By Random Access memory (RAM)
Over the years, the prescriptions presented for developing nations by the various international and regional donor organizations have been many. From AID to 'Trade Before AID', bilateralism, multilateralism to the mixed model, cuts in social subsidies to structural adjustments, state sector led growth to private sector led growth have all been tried and tested at one time or other. When the World Bank/ IMF tells you to open up to the global free trade regime and meet the brunt of the social effects of it all, the UNDP talks of export led growth encouraging local enterprise to ensure sustainable growth that would purportedly alleviate poverty.We are often exposed to the lack of coordination between donors in the delivery of development assistance in the various countries. The very principles of holistic or integrated planning approaches prescribed by the very same organizations often go unheeded when it comes into action on the ground.

What it does to policy makers and planners more often the world over is to leave them in a state of confusion. There have been the success stories of Singapore and Malaysia who adopted their own models and did not join the 'Club of the Confused'. Remember how Prime Minister Dr. Mahatir Mohammad, flatly rejected the IMF recipe for recovery from the Asian financial crisis. The independent policies adopted by the Malaysians saw them come out winners effectively managing the ill effects the mass exchange movements brought about a few years ago.

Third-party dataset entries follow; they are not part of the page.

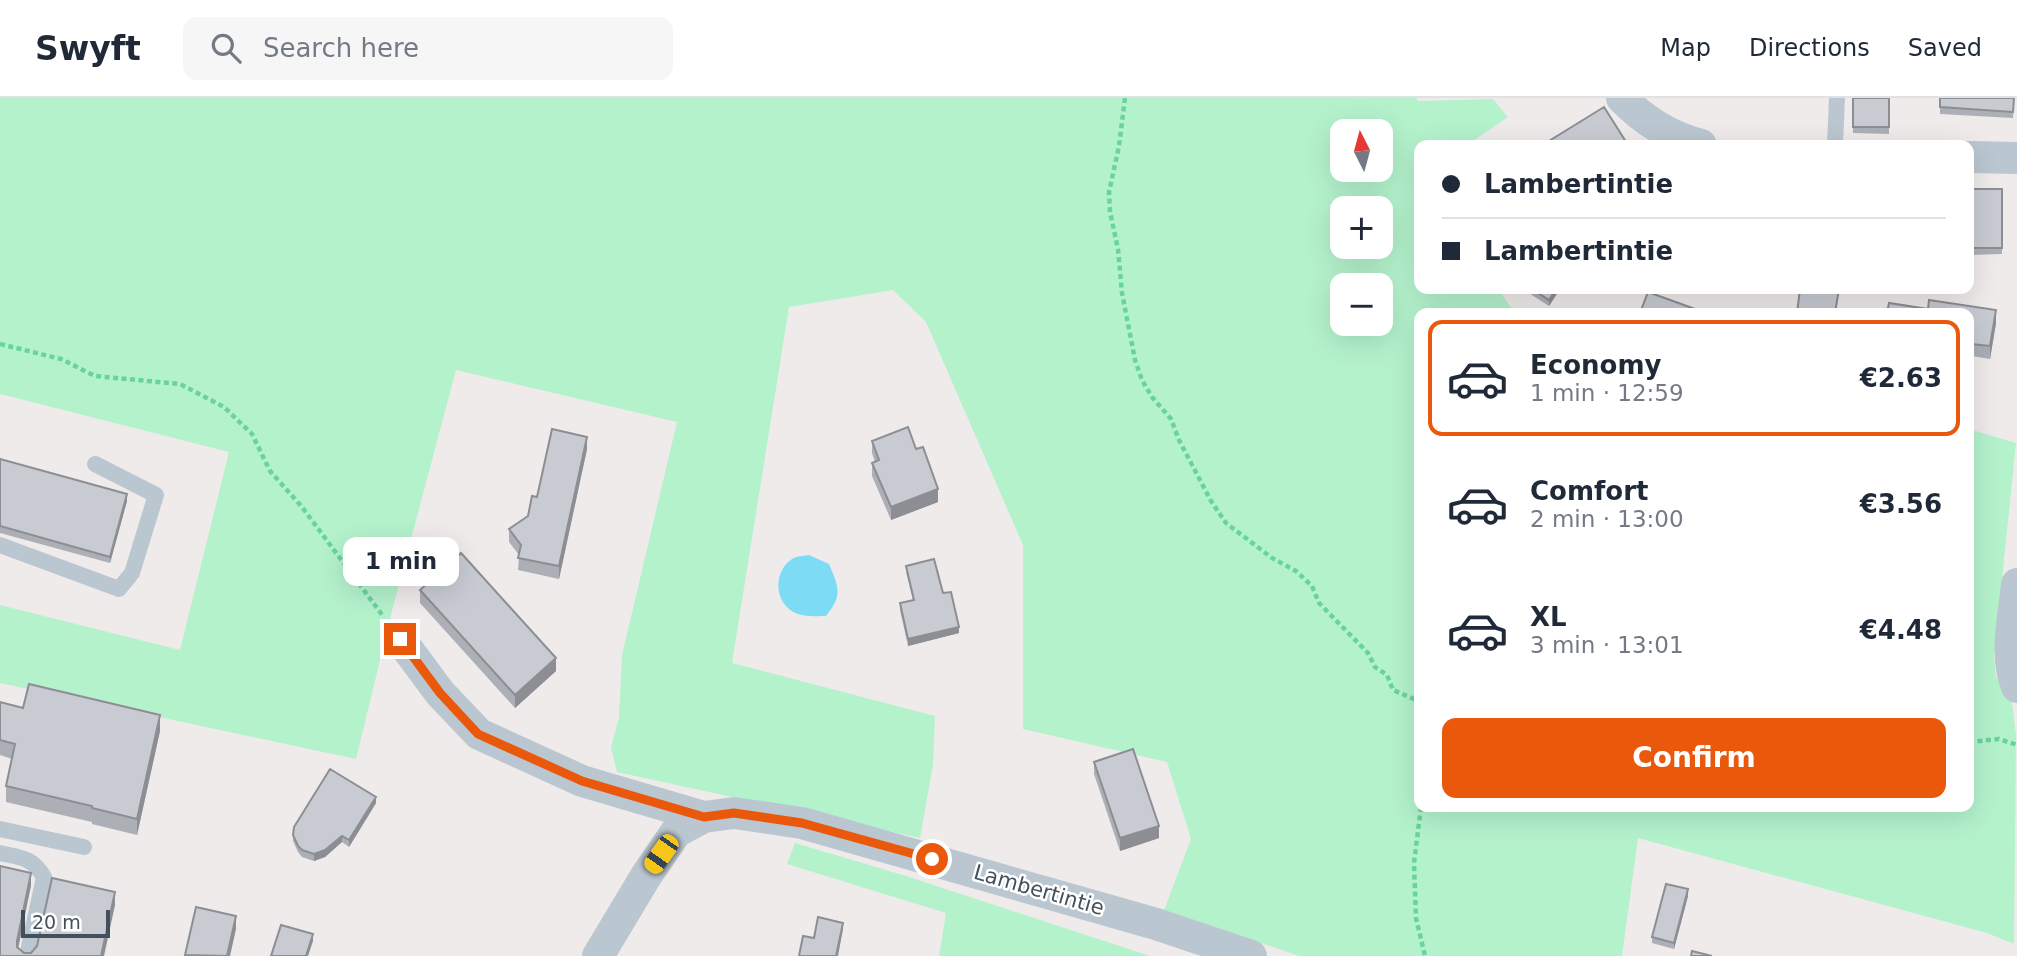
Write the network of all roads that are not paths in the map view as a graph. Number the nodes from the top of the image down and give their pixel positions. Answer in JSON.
{"nodes":[{"id":1,"x":1622,"y":98,"type":"edge"},
{"id":2,"x":1837,"y":98,"type":"edge"},
{"id":3,"x":1665,"y":139,"type":"edge"},
{"id":4,"x":1835,"y":140,"type":"edge"},
{"id":5,"x":1974,"y":157,"type":"edge"},
{"id":6,"x":2017,"y":158,"type":"edge"},
{"id":7,"x":95,"y":464,"type":"dead end"},
{"id":8,"x":0,"y":545,"type":"edge"},
{"id":9,"x":2017,"y":584,"type":"edge"},
{"id":10,"x":400,"y":639,"type":"road end"},
{"id":11,"x":2017,"y":687,"type":"edge"},
{"id":12,"x":704,"y":817,"type":"junction"},
{"id":13,"x":0,"y":829,"type":"edge"},
{"id":14,"x":84,"y":846,"type":"dead end"},
{"id":15,"x":0,"y":853,"type":"edge"},
{"id":16,"x":27,"y":956,"type":"edge"},
{"id":17,"x":598,"y":956,"type":"edge"},
{"id":18,"x":1251,"y":956,"type":"edge"}],
"edges":[{"from":1,"to":3,"type":"street"},
{"from":2,"to":4,"type":"lane"},
{"from":5,"to":6,"type":"street"},
{"from":7,"to":8,"type":"lane"},
{"from":9,"to":11,"type":"street"},
{"from":10,"to":12,"type":"street","name":"Lambertintie"},
{"from":12,"to":17,"type":"street"},
{"from":12,"to":18,"type":"street","name":"Lambertintie"},
{"from":13,"to":14,"type":"lane"},
{"from":15,"to":16,"type":"lane"}]}
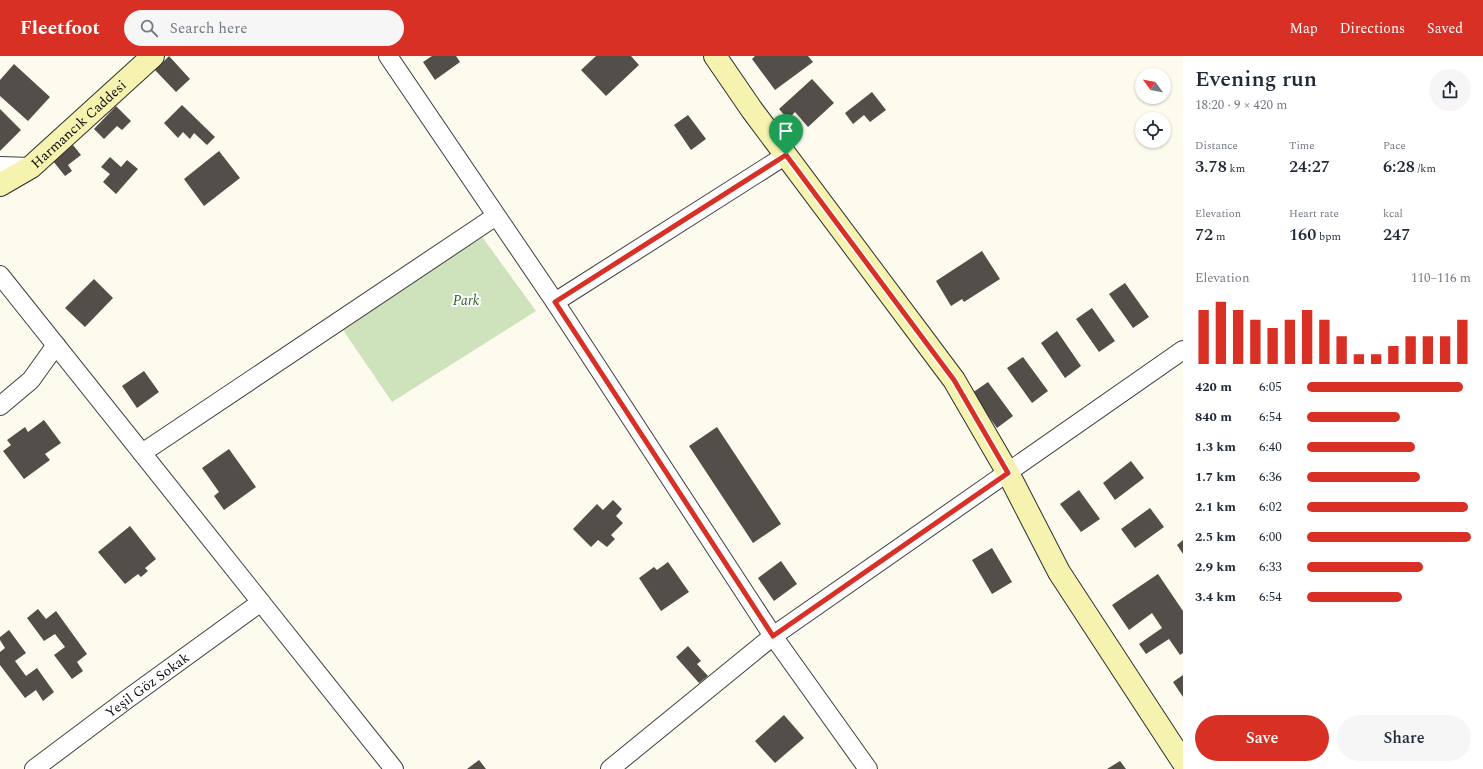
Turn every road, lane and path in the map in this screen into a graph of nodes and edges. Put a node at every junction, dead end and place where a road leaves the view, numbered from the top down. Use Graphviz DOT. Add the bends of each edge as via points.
graph roads {
  1 [pos="153,56"];
  2 [pos="388,56"];
  3 [pos="715,56"];
  4 [pos="786,155"];
  5 [pos="0,166"];
  6 [pos="31,167"];
  7 [pos="0,185"];
  8 [pos="496,216"];
  9 [pos="0,275"];
  10 [pos="555,302"];
  11 [pos="56,345"];
  12 [pos="1183,350"];
  13 [pos="0,406"];
  14 [pos="142,453"];
  15 [pos="1008,473"];
  16 [pos="261,602"];
  17 [pos="773,636"];
  18 [pos="1183,762"];
  19 [pos="34,769"];
  20 [pos="394,769"];
  21 [pos="610,769"];
  22 [pos="868,769"];
  1 -- 6 [label="street, Harmancık Caddesi"];
  2 -- 8 [label="street"];
  3 -- 4 [label="street"];
  4 -- 10 [label="street"];
  4 -- 15 [label="street" via="954,380"];
  5 -- 6 [label="street"];
  6 -- 7 [label="street, Harmancık Caddesi"];
  8 -- 10 [label="street"];
  8 -- 14 [label="street"];
  9 -- 11 [label="street"];
  10 -- 17 [label="street"];
  11 -- 13 [label="street" via="31,380"];
  11 -- 14 [label="street"];
  12 -- 15 [label="street"];
  14 -- 16 [label="street"];
  15 -- 17 [label="street"];
  15 -- 18 [label="street" via="1059,572"];
  16 -- 19 [label="street, Yeşil Göz Sokak"];
  16 -- 20 [label="street"];
  17 -- 21 [label="street"];
  17 -- 22 [label="street"];
}
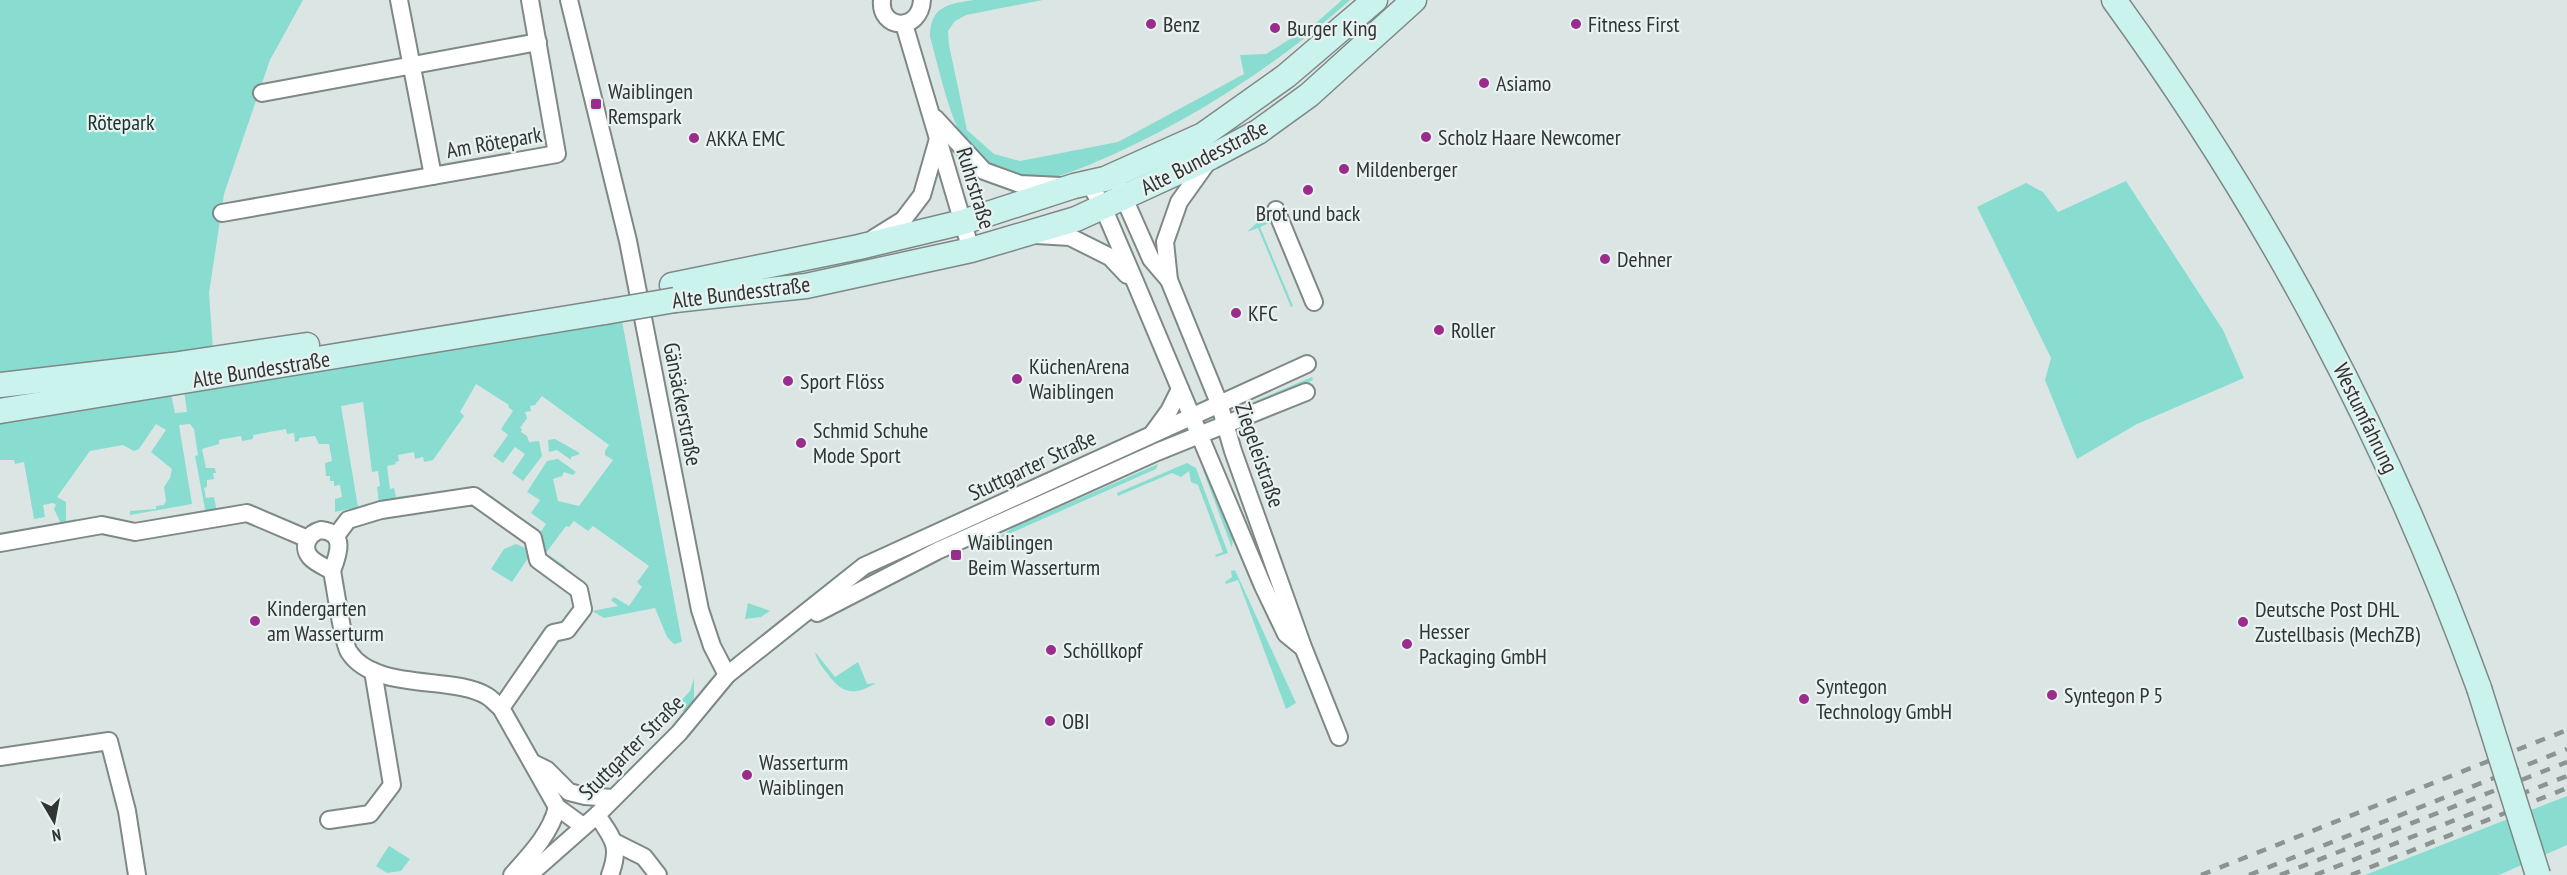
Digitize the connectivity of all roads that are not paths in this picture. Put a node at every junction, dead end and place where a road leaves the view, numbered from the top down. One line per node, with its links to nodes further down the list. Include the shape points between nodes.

In Singapore, a consistent policy of induced savings had cushioned its policy makers from even having a need to take any externally prescribed recipe for development. On the contrary, it is today a case study in sound and prudent financial management.

What then was the secret behind the success of several of the smaller economies of the world that made it with little or no support from the prescriptions from donors. The German magazine for development and cooperation (D+C) in a recent editorial quotes author William Easterly from his book "The Elusive Quest for Growth" published in the US in 2001. Easterly with over 16 years standing as a Research Economist at the World Bank states "The list of failed panaceas includes foreign aid, foreign investment, education, family planning, big infrastructure projects, conditional aid, debt forgiveness, and so on." All these activities are futile Easterly says, as long as a particular requirement is not met: definite political institutions are needed for development to be possible - institutions such as rule of law and corruption free government.

Return of peace, cohabitation in governance, rehabilitation of the economy are all important for us to regain Sri Lanka.

The need to have the political will and the institutions to support the re-establishment of rule of law and bringing in systems of complete transparency will also be paramount in all of this. It is perhaps time that donors who hold the purse strings, also on a united front focus strongly on the very basic pre-conditions needed and support efforts at creating these conditions. Some do, but most are too busy working on the frills and not on the core.

The efforts of the Ministry of Finance to set up an Operations Room and an Internet-based web initiative to monitor project implementation was indeed a good beginning.
It is perhaps time for donors to unite to ensure that all projects of government and donors are transparently exposed to the public through this and other initiatives. Holding a public exhibition of all projects showcasing the returns and benefits to the people is an idea.

This perhaps can be a good first step on the road ahead to Regain Sri Lanka.